### Exercise material ###

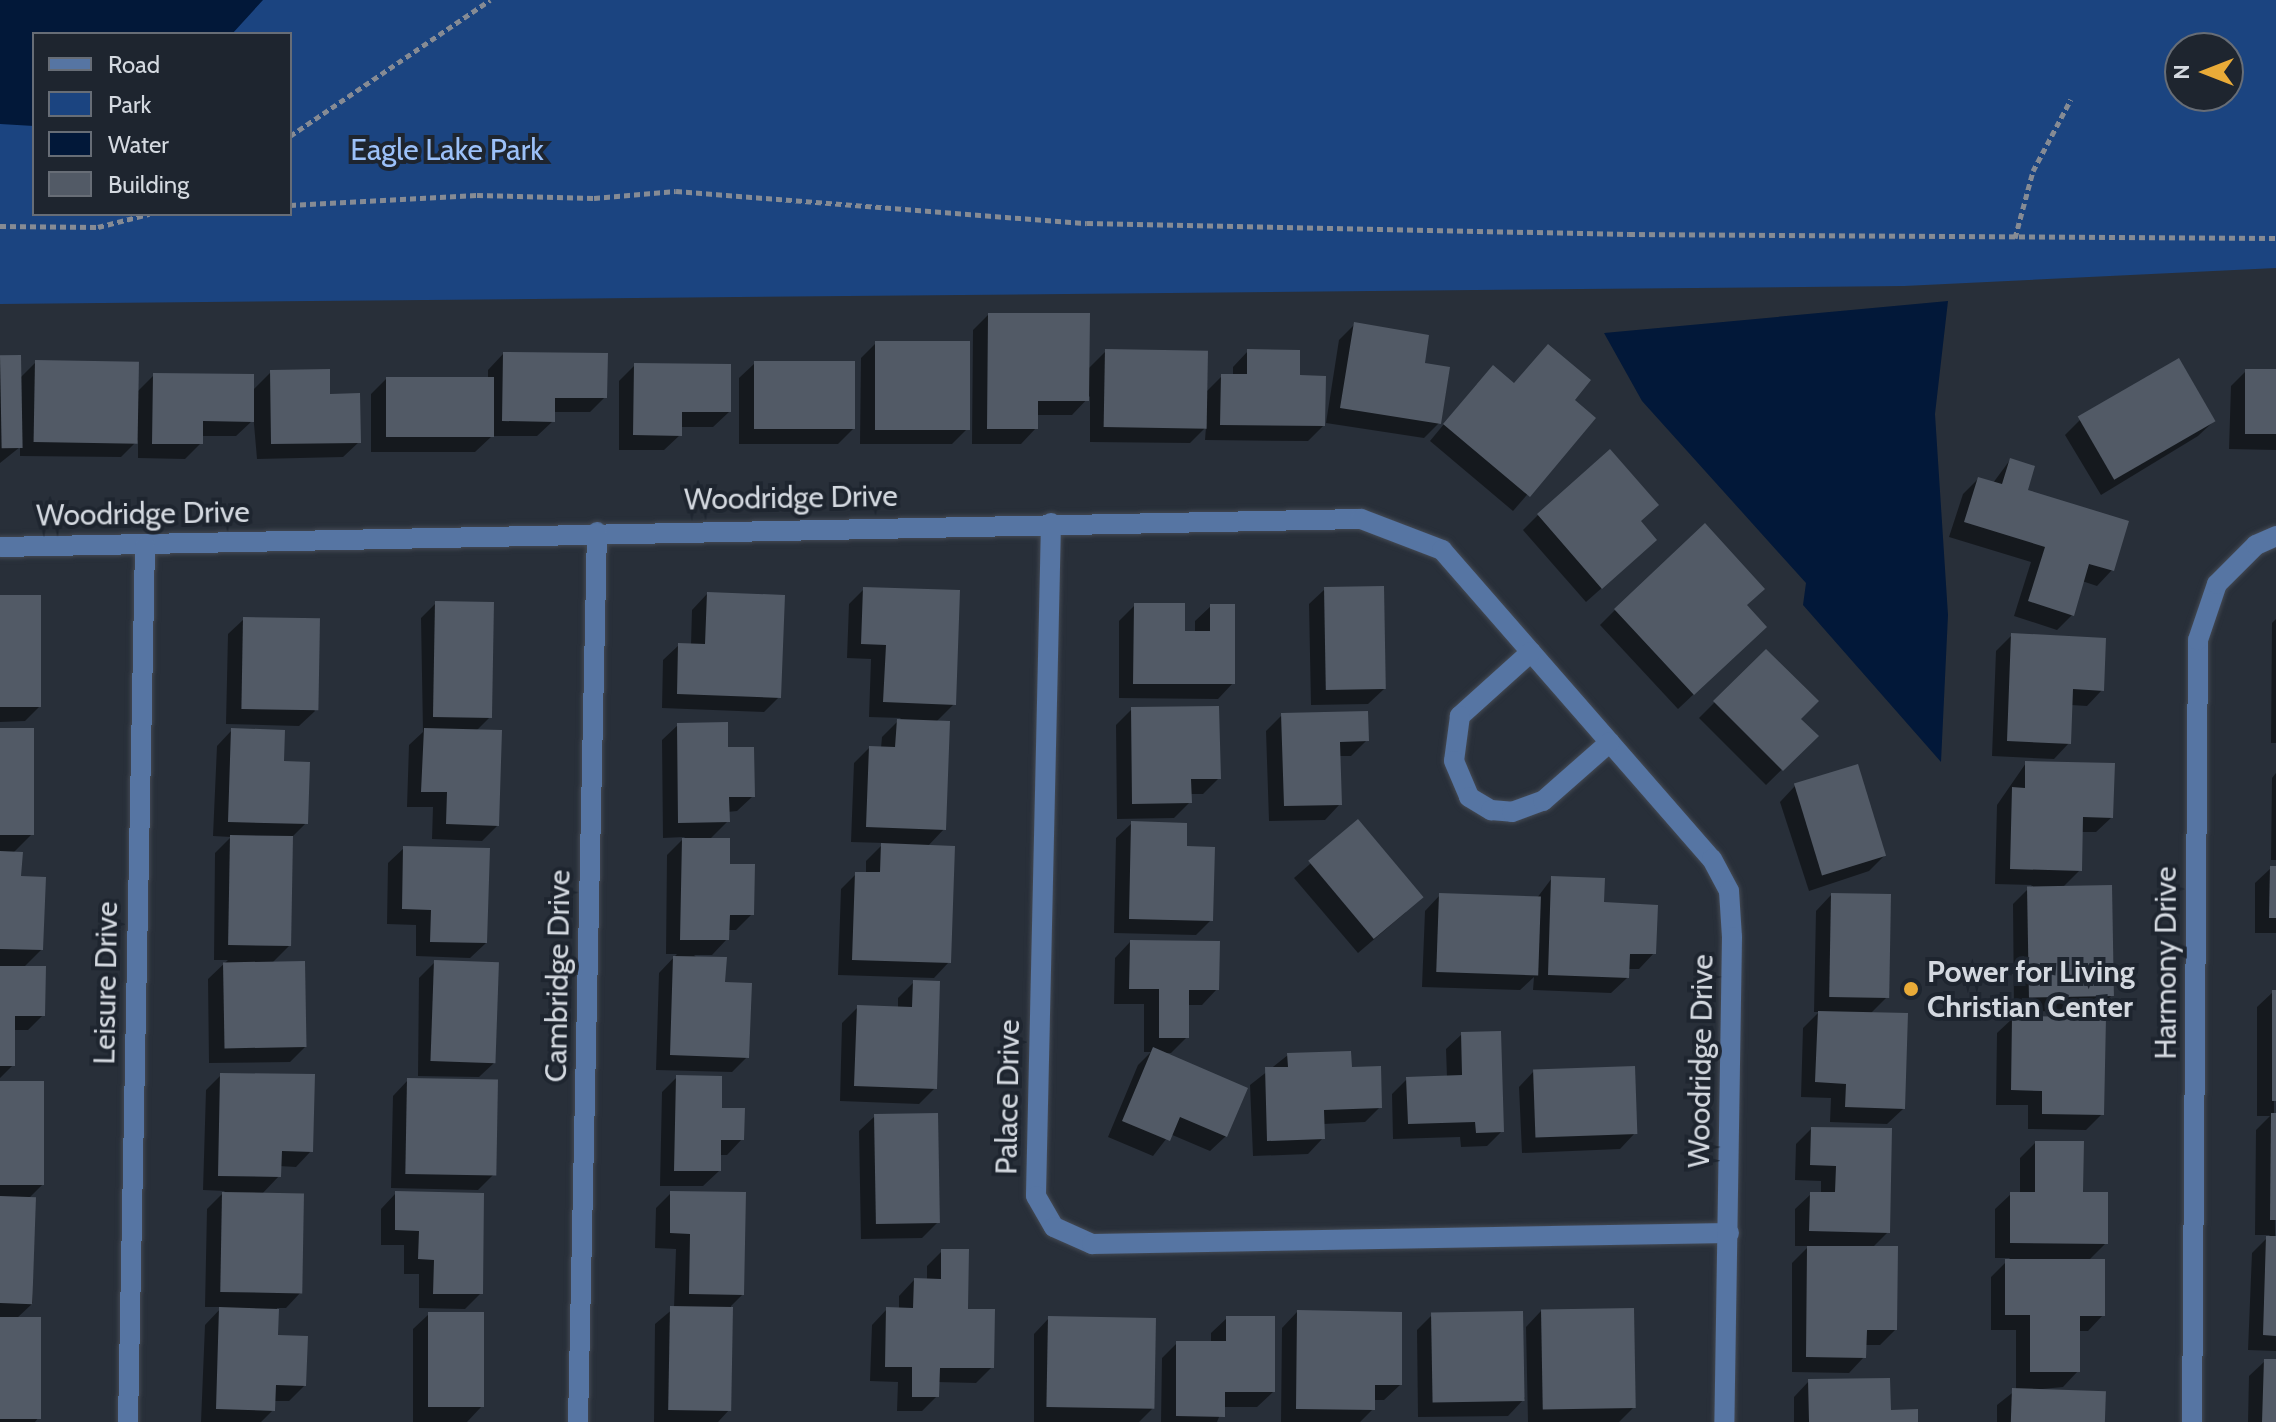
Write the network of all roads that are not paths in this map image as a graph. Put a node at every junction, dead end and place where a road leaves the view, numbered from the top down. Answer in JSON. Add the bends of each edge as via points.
{"nodes":[{"id":1,"x":1051,"y":523,"type":"junction"},
{"id":2,"x":597,"y":532,"type":"junction"},
{"id":3,"x":2276,"y":536,"type":"edge"},
{"id":4,"x":145,"y":546,"type":"junction"},
{"id":5,"x":0,"y":547,"type":"edge"},
{"id":6,"x":1531,"y":652,"type":"junction"},
{"id":7,"x":1610,"y":742,"type":"junction"},
{"id":8,"x":1729,"y":1233,"type":"junction"},
{"id":9,"x":128,"y":1422,"type":"edge"},
{"id":10,"x":578,"y":1422,"type":"edge"},
{"id":11,"x":1724,"y":1422,"type":"edge"},
{"id":12,"x":2192,"y":1422,"type":"edge"}],
"edges":[{"from":1,"to":2,"type":"street","name":"Woodridge Drive"},
{"from":1,"to":6,"type":"street","name":"Woodridge Drive","via":[[1361,519],[1442,550]]},
{"from":1,"to":8,"type":"street","name":"Palace Drive","via":[[1036,1196],[1054,1227],[1092,1244]]},
{"from":2,"to":4,"type":"street","name":"Woodridge Drive"},
{"from":2,"to":10,"type":"street","name":"Cambridge Drive"},
{"from":3,"to":12,"type":"street","name":"Harmony Drive","via":[[2256,545],[2217,584],[2198,640]]},
{"from":4,"to":5,"type":"street","name":"Woodridge Drive"},
{"from":4,"to":9,"type":"street","name":"Leisure Drive"},
{"from":6,"to":7,"type":"street","name":"Woodridge Drive"},
{"from":6,"to":7,"type":"street","via":[[1460,716],[1454,761],[1469,797],[1491,810],[1512,812],[1543,801]]},
{"from":7,"to":8,"type":"street","name":"Woodridge Drive","via":[[1712,859],[1729,891]]},
{"from":8,"to":11,"type":"street","name":"Woodridge Drive"}]}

###

▶ [What is being asked]
What the records say must be written out exactly, with none of their pictures.

▶ [Task output]
Write the network of all roads that are not paths in this map image as a graph. Put a node at every junction, dead end and place where a road leaves the view, numbered from the top down. Answer in JSON. Add the bends of each edge as via points.
{"nodes":[{"id":1,"x":1051,"y":523,"type":"junction"},
{"id":2,"x":597,"y":532,"type":"junction"},
{"id":3,"x":2276,"y":536,"type":"edge"},
{"id":4,"x":145,"y":546,"type":"junction"},
{"id":5,"x":0,"y":547,"type":"edge"},
{"id":6,"x":1531,"y":652,"type":"junction"},
{"id":7,"x":1610,"y":742,"type":"junction"},
{"id":8,"x":1729,"y":1233,"type":"junction"},
{"id":9,"x":128,"y":1422,"type":"edge"},
{"id":10,"x":578,"y":1422,"type":"edge"},
{"id":11,"x":1724,"y":1422,"type":"edge"},
{"id":12,"x":2192,"y":1422,"type":"edge"}],
"edges":[{"from":1,"to":2,"type":"street","name":"Woodridge Drive"},
{"from":1,"to":6,"type":"street","name":"Woodridge Drive","via":[[1361,519],[1442,550]]},
{"from":1,"to":8,"type":"street","name":"Palace Drive","via":[[1036,1196],[1054,1227],[1092,1244]]},
{"from":2,"to":4,"type":"street","name":"Woodridge Drive"},
{"from":2,"to":10,"type":"street","name":"Cambridge Drive"},
{"from":3,"to":12,"type":"street","name":"Harmony Drive","via":[[2256,545],[2217,584],[2198,640]]},
{"from":4,"to":5,"type":"street","name":"Woodridge Drive"},
{"from":4,"to":9,"type":"street","name":"Leisure Drive"},
{"from":6,"to":7,"type":"street","name":"Woodridge Drive"},
{"from":6,"to":7,"type":"street","via":[[1460,716],[1454,761],[1469,797],[1491,810],[1512,812],[1543,801]]},
{"from":7,"to":8,"type":"street","name":"Woodridge Drive","via":[[1712,859],[1729,891]]},
{"from":8,"to":11,"type":"street","name":"Woodridge Drive"}]}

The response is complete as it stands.